Getting off the floor

If you are sitting down and reading this then be happy! This Christmas I received an unusual and unwanted present in the form of a herniated disk – put basically the softer gooey stuff between the bones of your spine peeks out and gets squished and presses on a nerve. This causes a painful condition that sends pain down my right leg and the sole my right foot feels like it is asleep.

The worst thing is the inability to sit and work, thankfully going to yoga has helped but most of the time the only way I could work was by lying on the floor with my laptop in front of me. After half an hour in this position (which is not great for writing) my neck is killing me. Anyway, I have ended up being massively delayed (even by my standards) which in turn has knocked me metaphorically to the floor.

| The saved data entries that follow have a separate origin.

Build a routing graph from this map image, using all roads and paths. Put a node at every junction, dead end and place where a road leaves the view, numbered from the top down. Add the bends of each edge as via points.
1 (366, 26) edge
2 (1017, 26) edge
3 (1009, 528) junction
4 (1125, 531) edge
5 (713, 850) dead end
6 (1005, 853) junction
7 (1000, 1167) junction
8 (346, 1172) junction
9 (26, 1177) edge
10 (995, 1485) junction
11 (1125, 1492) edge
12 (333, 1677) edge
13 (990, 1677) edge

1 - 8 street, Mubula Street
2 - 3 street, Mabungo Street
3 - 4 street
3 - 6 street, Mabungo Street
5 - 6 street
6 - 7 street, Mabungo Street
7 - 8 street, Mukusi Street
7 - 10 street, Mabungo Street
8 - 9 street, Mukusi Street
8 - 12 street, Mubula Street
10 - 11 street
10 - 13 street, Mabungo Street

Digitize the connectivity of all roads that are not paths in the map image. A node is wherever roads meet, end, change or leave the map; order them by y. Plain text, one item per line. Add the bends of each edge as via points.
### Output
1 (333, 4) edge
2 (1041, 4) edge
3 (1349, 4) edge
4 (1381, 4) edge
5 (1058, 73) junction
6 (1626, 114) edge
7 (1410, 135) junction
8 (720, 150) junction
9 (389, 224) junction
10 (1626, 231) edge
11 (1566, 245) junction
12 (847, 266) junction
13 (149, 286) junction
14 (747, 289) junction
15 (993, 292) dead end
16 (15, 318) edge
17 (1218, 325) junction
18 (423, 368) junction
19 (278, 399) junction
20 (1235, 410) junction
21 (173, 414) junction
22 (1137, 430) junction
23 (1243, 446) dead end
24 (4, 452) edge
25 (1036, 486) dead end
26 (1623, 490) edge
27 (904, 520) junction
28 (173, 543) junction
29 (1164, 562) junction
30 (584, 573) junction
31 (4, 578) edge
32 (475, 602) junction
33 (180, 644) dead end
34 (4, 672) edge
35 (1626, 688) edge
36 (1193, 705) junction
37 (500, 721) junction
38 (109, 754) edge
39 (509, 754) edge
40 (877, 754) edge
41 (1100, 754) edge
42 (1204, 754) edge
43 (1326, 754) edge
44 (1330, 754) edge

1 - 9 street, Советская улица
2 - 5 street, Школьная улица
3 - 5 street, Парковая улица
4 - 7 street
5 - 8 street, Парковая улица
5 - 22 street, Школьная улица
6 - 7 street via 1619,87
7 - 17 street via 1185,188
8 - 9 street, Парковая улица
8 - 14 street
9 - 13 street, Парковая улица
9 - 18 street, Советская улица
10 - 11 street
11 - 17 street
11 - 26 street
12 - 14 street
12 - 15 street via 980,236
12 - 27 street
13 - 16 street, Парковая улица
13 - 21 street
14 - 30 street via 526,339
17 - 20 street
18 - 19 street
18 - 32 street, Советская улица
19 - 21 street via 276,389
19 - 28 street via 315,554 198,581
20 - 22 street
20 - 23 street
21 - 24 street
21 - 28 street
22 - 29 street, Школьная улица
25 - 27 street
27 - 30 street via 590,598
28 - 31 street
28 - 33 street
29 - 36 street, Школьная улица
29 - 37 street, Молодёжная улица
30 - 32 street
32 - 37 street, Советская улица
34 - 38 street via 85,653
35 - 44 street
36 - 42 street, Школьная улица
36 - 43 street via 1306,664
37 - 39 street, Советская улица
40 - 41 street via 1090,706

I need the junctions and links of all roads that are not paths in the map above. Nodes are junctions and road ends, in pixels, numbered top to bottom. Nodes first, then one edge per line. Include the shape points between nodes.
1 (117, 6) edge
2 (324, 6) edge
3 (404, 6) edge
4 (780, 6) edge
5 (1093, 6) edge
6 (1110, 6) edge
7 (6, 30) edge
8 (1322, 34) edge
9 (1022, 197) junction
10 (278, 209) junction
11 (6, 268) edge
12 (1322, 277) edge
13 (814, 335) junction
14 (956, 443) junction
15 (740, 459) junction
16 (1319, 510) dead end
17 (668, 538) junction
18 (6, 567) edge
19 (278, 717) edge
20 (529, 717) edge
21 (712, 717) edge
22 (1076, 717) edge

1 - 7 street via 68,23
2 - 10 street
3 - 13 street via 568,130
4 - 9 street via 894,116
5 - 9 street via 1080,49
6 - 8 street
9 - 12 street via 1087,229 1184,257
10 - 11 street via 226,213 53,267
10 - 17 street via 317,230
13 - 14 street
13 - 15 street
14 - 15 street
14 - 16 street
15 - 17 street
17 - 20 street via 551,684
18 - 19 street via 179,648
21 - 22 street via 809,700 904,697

So when I today thankfully got sent away the second of my two major texts I was working with and feel like I can get of the floor for a while. My back is still not good but sitting is possible and only a bit painful and I am now looking ahead at the projects I had planned to start in 2009.

Also I am returning (slowly) to the running which I have not done since Christmas. In 101 days I will be running the local half marathod – let the countdown begin

Pass the pills

So a couple of days ago I complained about having a cold but just to make sure that I know how lucky I was I now get to complain about a real problem. I have developed sciatic nerv pain. I cannot walk, sit, lie down or do almost anything without feeling pain.

photo: pills by rover.- (CC by-nc-sa)

The good news is that I have dropped all my earlier principles towards medications and taken a nice little coctail of drugs to ease the pain. It’s not gone but at least it is manageable. Don’t feel up to working, just lieing down in different painful positions.

Rolling with punches

I am not short. Not really tall – but I suppose that all this is a matter of perspective. But perspectives and realities of length change and shift after years of riding a desk and huddling over a laptop, standing tall is something I need to remind myself of.

Then there are times when the blows come too fast, too effectively, striking the weaknesses we work so hide to protect. In times like these the urge to curl into a protective ball physically and metaphorically appears to be the only viable option.

It is here where the impulse to run, hide and forget – to lose oneself in fantasy, dreams or the narcotic (from the Greek “to make numb”) substance of choice. My own inclinations lean towards unhealthy food and enough red wine to float a rhino, to which pop psychology deduces deep-rooted insecurity. But I will rebut, if I had the energy, that easy answers mean that you are asking the wrong questions. Never mind that – focus.

Booze and calories are a brief narcotic bringing short lived relief and a nasty aftertaste (hangover would be a cheap pun) of additional guilt, anxiety and the beginnings of a wicked downward spiral of self-loathing.

But the pain I try to avoid is artificial, brought about by false dependencies and a lack of personal moral independence. No matter how real I make it feel.

And yet it is here in the depths of self-created misery that growth occurs. Failure is the true manure of growth. Success and love relaxes and breeds complacency. So it is important to recognize this as the shitty bottom a learning curve. No place to go but up. As the window of self-loathing closes I pull myself up and stand tall to disguise my made-up pain and bring this self-deception of defeat to its knees.

My therapeutic act is to write this in a public place making those who I know read this space and the casual visitors part of my recovery.